(Beginning of Information given)

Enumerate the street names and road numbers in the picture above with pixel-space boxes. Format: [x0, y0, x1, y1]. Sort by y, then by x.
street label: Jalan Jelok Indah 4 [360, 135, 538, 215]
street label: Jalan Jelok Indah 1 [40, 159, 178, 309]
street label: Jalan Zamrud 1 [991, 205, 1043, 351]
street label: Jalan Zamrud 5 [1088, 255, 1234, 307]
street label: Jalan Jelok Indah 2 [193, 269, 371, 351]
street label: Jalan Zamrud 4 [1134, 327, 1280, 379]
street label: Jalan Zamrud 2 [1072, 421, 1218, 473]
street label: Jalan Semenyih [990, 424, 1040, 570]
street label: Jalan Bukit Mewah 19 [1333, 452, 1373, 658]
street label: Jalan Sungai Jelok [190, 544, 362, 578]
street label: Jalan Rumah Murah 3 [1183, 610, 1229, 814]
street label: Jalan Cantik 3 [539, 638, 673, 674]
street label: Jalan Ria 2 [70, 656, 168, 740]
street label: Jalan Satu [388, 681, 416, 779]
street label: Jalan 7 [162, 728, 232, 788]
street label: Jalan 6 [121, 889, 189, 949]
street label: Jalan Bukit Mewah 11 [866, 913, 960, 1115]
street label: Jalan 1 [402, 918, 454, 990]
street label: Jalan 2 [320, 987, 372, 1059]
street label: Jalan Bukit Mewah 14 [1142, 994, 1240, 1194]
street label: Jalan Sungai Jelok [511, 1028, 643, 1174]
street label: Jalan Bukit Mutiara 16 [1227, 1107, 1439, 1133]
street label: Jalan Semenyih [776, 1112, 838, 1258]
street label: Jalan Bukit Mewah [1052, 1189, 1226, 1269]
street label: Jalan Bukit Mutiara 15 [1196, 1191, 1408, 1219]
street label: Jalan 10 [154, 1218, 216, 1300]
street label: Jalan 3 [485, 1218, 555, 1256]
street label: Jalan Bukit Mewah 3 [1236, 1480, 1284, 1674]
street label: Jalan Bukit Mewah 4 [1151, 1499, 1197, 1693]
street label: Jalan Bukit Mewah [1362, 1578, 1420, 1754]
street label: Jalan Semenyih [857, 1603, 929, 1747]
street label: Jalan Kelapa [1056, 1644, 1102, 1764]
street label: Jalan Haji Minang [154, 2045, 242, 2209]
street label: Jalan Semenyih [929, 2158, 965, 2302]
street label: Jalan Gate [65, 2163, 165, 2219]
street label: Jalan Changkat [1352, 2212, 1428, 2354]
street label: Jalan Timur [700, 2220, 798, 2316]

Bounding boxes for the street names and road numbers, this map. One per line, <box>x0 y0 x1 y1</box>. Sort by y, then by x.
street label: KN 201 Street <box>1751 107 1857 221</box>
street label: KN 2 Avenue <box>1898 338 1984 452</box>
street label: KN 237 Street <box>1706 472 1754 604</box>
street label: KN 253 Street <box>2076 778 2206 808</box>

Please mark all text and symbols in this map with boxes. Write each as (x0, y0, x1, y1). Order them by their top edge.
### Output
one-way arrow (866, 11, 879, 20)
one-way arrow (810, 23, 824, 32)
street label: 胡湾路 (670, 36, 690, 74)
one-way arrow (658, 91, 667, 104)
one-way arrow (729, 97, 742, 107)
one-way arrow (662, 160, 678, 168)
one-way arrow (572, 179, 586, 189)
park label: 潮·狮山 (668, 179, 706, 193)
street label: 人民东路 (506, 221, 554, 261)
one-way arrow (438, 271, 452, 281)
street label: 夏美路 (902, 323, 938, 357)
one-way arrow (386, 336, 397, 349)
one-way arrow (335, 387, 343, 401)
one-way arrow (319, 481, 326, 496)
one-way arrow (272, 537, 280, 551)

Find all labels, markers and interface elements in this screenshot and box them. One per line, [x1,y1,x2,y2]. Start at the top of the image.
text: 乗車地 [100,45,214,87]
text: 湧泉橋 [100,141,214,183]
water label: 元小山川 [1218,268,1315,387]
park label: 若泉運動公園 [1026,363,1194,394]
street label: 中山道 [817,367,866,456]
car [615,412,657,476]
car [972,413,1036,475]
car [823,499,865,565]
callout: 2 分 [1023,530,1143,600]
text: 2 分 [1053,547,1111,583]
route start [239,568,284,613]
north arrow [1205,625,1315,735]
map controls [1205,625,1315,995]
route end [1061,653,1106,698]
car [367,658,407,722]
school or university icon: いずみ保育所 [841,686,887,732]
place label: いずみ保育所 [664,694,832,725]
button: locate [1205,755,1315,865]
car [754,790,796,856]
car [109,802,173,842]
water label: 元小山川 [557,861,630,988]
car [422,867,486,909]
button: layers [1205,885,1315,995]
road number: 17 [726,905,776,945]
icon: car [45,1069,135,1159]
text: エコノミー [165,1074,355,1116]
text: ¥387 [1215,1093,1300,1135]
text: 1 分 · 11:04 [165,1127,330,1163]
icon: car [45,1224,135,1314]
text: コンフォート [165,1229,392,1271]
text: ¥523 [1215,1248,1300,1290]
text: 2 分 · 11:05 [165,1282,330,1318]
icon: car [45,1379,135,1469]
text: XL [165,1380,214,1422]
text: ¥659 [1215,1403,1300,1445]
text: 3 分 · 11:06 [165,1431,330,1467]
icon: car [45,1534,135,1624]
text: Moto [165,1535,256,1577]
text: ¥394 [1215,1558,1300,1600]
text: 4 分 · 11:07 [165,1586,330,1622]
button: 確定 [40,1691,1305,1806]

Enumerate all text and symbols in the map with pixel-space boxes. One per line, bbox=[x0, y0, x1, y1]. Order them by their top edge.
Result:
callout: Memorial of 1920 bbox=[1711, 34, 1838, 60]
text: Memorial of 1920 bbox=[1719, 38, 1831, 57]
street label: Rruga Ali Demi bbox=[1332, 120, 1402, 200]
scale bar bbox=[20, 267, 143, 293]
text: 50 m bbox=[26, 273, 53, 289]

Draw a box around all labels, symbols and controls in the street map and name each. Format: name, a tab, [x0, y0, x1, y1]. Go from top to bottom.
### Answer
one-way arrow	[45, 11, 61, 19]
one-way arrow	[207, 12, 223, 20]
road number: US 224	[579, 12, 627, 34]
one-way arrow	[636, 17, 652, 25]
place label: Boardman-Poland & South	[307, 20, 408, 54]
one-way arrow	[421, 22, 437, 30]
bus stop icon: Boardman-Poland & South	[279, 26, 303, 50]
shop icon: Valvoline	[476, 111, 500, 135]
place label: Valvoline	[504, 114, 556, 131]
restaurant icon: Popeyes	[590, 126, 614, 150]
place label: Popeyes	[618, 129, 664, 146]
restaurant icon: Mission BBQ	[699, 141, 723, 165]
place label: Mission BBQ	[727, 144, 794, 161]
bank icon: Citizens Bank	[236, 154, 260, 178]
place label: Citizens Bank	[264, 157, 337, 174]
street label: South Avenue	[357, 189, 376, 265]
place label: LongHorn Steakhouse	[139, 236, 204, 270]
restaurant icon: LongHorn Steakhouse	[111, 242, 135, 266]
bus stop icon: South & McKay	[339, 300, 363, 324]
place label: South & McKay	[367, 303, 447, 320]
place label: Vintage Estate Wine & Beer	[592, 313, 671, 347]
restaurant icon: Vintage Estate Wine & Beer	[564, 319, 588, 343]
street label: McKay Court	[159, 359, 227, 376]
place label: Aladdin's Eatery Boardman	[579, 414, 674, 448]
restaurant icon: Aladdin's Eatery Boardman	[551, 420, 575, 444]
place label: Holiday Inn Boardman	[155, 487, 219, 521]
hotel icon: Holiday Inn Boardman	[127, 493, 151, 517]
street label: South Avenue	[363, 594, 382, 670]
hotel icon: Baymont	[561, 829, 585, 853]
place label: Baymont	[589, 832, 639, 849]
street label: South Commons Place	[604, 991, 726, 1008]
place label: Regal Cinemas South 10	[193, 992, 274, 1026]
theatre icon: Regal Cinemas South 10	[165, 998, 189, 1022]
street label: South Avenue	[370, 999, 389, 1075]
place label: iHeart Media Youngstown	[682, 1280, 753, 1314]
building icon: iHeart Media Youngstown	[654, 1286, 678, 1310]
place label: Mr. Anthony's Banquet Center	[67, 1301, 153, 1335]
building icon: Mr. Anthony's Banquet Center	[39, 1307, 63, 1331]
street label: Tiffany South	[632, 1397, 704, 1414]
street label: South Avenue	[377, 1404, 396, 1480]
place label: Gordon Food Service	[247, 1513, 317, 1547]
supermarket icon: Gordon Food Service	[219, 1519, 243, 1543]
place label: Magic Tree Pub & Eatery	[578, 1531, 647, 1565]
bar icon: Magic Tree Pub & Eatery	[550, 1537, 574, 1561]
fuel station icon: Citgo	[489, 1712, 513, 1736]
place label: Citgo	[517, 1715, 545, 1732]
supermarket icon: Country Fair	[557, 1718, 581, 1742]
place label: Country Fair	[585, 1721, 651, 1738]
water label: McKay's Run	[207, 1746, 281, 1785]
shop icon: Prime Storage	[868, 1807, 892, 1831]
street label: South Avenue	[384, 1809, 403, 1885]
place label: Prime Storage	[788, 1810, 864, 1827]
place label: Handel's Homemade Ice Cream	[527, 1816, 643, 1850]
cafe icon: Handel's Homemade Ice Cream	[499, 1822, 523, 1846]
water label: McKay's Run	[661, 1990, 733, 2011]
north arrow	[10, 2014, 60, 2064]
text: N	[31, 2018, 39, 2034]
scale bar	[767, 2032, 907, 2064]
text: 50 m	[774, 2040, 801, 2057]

(End of Information given)

● Problem statement
Scan the entries above for the line containing "Bounding boxes for", and copy it and all lines after it exactly, down to and including the line containing "Please mark all".

● Response to this exercise
Bounding boxes for the street names and road numbers, this map. One per line, <box>x0 y0 x1 y1</box>. Sort by y, then by x.
street label: KN 201 Street <box>1751 107 1857 221</box>
street label: KN 2 Avenue <box>1898 338 1984 452</box>
street label: KN 237 Street <box>1706 472 1754 604</box>
street label: KN 253 Street <box>2076 778 2206 808</box>

Please mark all text and symbols in this map with boxes. Write each as (x0, y0, x1, y1). Order them by their top edge.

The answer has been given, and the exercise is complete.